かつて天下分け目の関ケ原の戦いにおいて、西軍についた島津家が退却のおりに、この陣形で名立たる武将が率いる東軍を蹴散らし、退却に成功している。
そのあまりの見事さゆえに『島津の退き口』と語り継がれ、「もしも島津家が率いる軍勢が五千だったら、歴史は変わっていたかもしれない」と後世の歴史家たちに言わしめたほど。
そして魚鱗の陣は中心が前方に張り出し、両翼が後退した陣形にて。
ようは巨大な三角形なのだけれども、ケラスィア軍の場合はそれを構成する全部隊が矢印の形をしている鋒矢の集合体であった。
はっきり言って魚鱗の陣は平野部での戦いには不向きだ。後方からの奇襲を想定していない。だから日本みたいな山林や河川などが多い入り組んだ地形では、よく用いられていたのだけれども……
「わざわざ相性の悪い陣を選んだのはどうしてだろう……はっ! もしかして」
私は竹蜻蛉の高度を上げて、より上空から広い視野にて戦場を見渡す。
するとケラスィア軍の斜め後方にて、隠れるように潜んでいるふたつの部隊を発見した。
「あれが遊撃部隊か。跨っているのは……恐竜!?」
うちの近所では見たことがない生き物。
長い首と尻尾を持ち、ガチョウのように足ががっちりしておりスラリと長い。
恐竜のガリミムスに似ている。いかにも健脚そうである。
そんな恐竜っぽいのに鞍をつけ騎乗している者たち。
ケモ耳のテリオン族、鱗のあるレピ族、翼のあるフェリガ族らの混成部隊ながらも、いかにも歴戦の猛者といった風格にて。
「あの連中はかなりデキるようだね。主力部隊による突撃と同時に、遊軍により攪乱、もしくは大将首を直接狙うつもりかな。
うーん、ちょっと強引のような気がするけど、ケラスィア側だってイーカリオス軍やアンスロポス族のことは重々承知しているはずだし。

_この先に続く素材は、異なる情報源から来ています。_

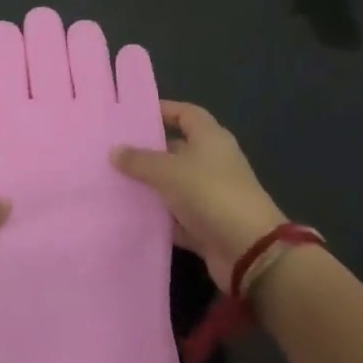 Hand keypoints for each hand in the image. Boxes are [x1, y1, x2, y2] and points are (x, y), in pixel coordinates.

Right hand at [112, 101, 286, 292]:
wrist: (249, 252)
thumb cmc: (210, 194)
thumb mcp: (168, 171)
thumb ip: (139, 160)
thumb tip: (114, 150)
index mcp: (210, 139)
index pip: (185, 113)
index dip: (162, 110)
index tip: (132, 115)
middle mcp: (213, 162)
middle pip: (177, 149)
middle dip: (148, 151)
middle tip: (114, 151)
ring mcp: (212, 195)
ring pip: (174, 184)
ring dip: (150, 185)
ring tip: (114, 181)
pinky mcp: (207, 225)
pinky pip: (177, 215)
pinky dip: (159, 216)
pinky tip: (130, 214) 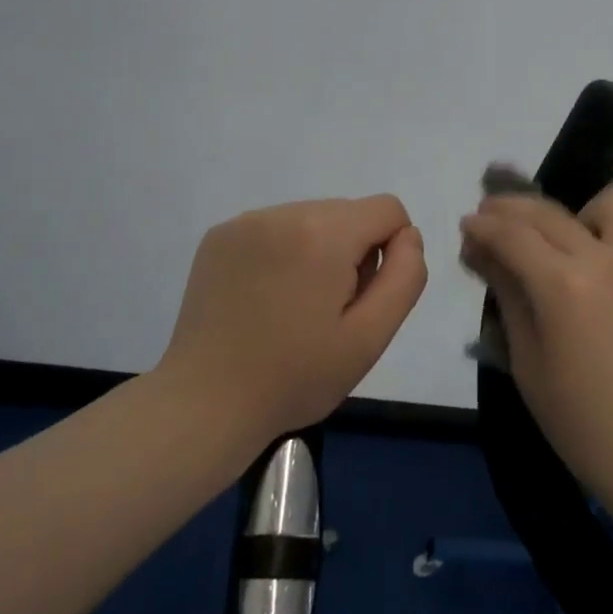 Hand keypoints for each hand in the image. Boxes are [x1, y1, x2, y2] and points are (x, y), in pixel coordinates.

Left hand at [157, 195, 427, 451]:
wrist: (205, 404)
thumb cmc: (295, 378)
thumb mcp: (370, 337)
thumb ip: (405, 276)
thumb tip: (407, 236)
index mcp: (324, 233)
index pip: (388, 210)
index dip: (391, 252)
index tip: (362, 297)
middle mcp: (284, 212)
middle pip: (349, 213)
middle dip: (352, 253)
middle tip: (327, 311)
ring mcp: (246, 221)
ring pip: (312, 218)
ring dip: (317, 252)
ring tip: (293, 307)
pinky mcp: (220, 235)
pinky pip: (275, 227)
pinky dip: (283, 253)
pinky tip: (264, 298)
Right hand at [459, 184, 612, 510]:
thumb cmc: (584, 425)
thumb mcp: (528, 364)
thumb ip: (507, 296)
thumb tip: (483, 253)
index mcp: (565, 285)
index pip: (512, 234)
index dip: (483, 225)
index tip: (468, 224)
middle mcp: (608, 261)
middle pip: (550, 212)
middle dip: (512, 208)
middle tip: (493, 217)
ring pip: (611, 206)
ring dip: (577, 213)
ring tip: (564, 240)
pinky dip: (611, 251)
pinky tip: (605, 287)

わかった上でやろうとしているということは、それだけ自信があるということか」
彼のナポレオン閣下もこう仰っている。
『一頭の羊に率いられた百頭の狼の群れは、一頭の狼に率いられた羊の群れに敗れる』と。
鋒矢の陣の部隊を率いる隊長は、相当の実力者であるはず。
この積極的な攻めの構えは、それを自陣営に多数抱えているという証左にて。
みるみる両陣営の距離が近づいていく。
開戦の火蓋を切ったのは、やはりイーカリオス軍であった。
遠距離攻撃用のマギアが発動!
一斉に打ち上げられた大量の火球たちが、空中で弧を描き、ケラスィア軍へと降り注ぐ。